E cá estou eu, para mais uma Bienal do Livro, de Sampa. Dessa vez, para evitar problemas, tirei cópia da identidade, evitei lenços e écharpes na bagagem, e comprei, via Internet, as passagens de ida e volta com uma antecedência de mais de 15 dias.
Tudo bem, tudo certo.
Arrumei as malas de véspera, minha e de minha filha, que também já está escrevendo, e já nutre a mesma paixão da mãe pelas bienais do livro.
Acordei cedinho, fiz o nosso desjejum, e liguei para a companhia de táxi, para que nos buscassem 1 hora e meia antes da previsão de vôo.
Às nove, em ponto, a empresa avisa que o táxi já estava à minha disposição, na porta do prédio.
Conferi tudo, chequei todos os detalhes, e rumamos para o aeroporto Santos Dummont.
No caminho, na Avenida Presidente Vargas, pudemos observar a fila de fiéis nas proximidades da Igreja de São Jorge, santo do dia. Quase todos vestindo vermelho, a cor do santo.
Não bastasse isso, o motorista, uma simpatia, deixa o rádio sintonizado no Padre Marcelo Rossi. Senti-me, de certo modo, abençoada naquele momento.
Chegamos no guichê da VASP, para check in, às 09:15 horas.
Toda serelepe, apresentei minha reserva ao Jorge, funcionário com olhos doces e arteiros, cumprimentando-o pelo seu dia.
No balcão, mais três atendentes jovens, risonhos e derretidos, cheios de atenção para mãe e filha.
Começo a reparar na expressão preocupada do nosso “Ogum” (ou Oxóssi, segundo o candomblé), olhando fixamente para o monitor, com as sobrancelhas erguidas, uma acima da altura da outra, revelando inquietação.
Um friozinho sem vergonha já me percorria a espinha. Que diabos! Oh, perdão, São Jorge! Que coisa!
Ouso perguntar assim, muito despretensiosamente, o que estaria acontecendo. Nosso afro-descendente Jorjão me encara com fisionomia aflita, e diz que meu vôo havia sido cancelado.
Tchan!
De novo, não!!!
Isso é karma de Bienal!!!
Perguntei, na boa, o que significava aquilo, na prática. Ele responde que o máximo que poderia fazer seria me encaixar em outro vôo da companhia.
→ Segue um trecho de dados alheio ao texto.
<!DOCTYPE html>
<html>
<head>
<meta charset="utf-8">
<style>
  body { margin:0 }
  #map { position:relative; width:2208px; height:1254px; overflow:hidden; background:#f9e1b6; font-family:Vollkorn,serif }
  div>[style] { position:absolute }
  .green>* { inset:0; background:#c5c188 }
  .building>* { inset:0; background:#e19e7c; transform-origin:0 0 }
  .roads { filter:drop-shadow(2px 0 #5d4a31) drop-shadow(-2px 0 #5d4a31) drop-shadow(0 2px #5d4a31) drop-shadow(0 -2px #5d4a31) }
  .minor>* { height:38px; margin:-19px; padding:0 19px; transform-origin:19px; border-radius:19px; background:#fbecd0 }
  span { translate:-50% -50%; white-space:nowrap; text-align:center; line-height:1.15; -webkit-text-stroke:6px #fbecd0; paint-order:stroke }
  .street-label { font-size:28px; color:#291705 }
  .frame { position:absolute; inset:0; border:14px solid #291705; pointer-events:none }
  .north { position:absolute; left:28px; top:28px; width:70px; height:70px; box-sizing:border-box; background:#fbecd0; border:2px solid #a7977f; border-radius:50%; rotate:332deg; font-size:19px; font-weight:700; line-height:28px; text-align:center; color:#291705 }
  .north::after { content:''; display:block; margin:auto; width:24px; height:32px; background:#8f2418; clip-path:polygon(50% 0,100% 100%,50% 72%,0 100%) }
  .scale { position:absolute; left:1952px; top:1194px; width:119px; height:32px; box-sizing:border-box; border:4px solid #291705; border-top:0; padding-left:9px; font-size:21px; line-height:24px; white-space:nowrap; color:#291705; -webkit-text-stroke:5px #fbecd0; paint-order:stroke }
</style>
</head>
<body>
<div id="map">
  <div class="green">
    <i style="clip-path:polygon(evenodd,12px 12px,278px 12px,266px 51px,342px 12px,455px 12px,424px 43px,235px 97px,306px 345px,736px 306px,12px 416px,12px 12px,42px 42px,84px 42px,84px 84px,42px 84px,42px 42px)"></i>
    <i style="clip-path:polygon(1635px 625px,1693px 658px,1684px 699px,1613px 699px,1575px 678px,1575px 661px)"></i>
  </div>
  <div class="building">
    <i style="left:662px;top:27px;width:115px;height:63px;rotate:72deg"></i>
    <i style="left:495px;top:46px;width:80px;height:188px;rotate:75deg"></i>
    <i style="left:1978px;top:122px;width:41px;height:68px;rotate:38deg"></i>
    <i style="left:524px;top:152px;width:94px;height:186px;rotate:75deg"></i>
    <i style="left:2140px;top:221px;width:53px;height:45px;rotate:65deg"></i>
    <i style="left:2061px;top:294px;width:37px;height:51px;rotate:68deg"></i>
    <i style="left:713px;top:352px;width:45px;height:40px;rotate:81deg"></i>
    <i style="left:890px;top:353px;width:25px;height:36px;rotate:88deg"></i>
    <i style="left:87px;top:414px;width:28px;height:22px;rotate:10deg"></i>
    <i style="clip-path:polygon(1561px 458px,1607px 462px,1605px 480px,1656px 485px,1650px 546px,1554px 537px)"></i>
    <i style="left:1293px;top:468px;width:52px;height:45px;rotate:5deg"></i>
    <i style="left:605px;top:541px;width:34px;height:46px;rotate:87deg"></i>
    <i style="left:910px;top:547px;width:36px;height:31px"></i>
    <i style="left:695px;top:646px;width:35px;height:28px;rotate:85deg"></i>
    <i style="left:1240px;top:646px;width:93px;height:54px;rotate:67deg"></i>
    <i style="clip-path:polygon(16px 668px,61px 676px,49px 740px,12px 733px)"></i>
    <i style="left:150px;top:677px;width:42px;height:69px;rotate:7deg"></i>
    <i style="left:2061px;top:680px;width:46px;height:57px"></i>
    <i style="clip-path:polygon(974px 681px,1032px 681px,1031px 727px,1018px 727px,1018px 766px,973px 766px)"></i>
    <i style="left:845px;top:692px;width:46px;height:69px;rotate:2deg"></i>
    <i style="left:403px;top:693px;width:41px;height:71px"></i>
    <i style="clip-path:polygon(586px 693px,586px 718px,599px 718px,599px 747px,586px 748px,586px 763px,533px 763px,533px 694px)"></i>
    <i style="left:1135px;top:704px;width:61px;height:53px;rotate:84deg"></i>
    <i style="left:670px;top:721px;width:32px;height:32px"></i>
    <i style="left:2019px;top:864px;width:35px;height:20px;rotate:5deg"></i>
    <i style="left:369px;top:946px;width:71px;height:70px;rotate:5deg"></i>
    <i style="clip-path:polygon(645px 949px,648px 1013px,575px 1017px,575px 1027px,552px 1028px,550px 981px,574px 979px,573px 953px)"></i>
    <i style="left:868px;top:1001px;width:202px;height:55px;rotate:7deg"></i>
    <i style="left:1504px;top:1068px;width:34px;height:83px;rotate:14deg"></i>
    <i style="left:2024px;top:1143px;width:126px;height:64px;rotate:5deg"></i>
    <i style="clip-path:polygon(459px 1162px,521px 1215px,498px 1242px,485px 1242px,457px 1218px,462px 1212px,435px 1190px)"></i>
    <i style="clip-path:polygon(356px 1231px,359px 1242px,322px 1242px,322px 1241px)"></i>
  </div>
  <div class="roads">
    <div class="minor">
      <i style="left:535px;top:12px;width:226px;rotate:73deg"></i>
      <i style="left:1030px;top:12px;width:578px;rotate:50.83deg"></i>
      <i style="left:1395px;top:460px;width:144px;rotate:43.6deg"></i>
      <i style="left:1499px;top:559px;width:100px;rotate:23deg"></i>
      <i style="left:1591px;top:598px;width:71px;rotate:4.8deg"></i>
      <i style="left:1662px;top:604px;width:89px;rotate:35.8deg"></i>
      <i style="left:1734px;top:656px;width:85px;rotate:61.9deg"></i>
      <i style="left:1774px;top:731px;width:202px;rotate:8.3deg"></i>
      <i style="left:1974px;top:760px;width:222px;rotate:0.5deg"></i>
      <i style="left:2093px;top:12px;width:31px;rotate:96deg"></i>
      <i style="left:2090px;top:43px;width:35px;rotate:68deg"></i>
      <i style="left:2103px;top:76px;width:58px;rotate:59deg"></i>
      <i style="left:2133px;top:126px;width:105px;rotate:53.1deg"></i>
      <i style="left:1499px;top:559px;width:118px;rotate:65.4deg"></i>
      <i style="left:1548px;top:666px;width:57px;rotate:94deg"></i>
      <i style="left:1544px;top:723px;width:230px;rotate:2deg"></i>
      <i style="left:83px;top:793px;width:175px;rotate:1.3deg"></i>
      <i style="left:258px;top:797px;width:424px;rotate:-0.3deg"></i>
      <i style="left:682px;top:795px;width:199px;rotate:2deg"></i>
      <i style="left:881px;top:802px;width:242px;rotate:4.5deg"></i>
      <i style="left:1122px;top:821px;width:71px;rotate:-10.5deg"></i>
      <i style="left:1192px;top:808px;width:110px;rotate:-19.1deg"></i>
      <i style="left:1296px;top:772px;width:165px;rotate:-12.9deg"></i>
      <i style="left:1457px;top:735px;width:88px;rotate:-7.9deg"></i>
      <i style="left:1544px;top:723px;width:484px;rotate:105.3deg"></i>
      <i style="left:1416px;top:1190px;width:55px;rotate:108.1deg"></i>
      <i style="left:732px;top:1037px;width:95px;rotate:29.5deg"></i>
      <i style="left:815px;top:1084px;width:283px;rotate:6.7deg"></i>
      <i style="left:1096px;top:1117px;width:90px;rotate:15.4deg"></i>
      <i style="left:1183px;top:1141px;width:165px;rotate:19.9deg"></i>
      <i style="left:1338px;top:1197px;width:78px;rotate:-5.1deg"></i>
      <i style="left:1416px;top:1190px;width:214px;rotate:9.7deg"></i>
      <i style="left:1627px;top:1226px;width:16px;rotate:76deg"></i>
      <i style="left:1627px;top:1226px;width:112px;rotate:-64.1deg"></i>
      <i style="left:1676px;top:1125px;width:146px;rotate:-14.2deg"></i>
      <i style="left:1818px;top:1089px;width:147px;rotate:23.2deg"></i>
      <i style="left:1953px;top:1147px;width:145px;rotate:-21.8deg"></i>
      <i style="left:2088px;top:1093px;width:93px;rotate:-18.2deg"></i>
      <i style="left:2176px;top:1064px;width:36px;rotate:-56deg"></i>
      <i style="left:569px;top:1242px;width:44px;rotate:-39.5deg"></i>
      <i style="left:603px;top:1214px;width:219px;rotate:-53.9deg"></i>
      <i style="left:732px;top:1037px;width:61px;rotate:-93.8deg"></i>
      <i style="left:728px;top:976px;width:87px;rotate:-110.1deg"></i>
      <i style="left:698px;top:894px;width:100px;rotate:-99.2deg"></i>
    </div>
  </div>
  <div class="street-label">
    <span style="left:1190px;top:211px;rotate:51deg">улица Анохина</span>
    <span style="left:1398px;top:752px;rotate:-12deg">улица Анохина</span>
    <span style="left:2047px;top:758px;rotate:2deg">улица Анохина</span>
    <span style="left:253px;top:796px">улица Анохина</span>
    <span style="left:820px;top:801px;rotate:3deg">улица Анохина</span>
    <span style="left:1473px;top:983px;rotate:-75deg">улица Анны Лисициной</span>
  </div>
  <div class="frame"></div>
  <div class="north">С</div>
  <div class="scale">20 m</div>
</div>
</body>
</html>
- “ Como o máximo? E eu lá tenho culpa do vôo ser cancelado?”

Disse eu, já tamborilando os dedos no balcão.

- “ E ninguém me avisou nada. Não é justo! Hoje cedo, quase que por intuição, abri os e-mails e não havia nada, absolutamente nada da VASP. Estão pensando que a gente está de brincadeira?”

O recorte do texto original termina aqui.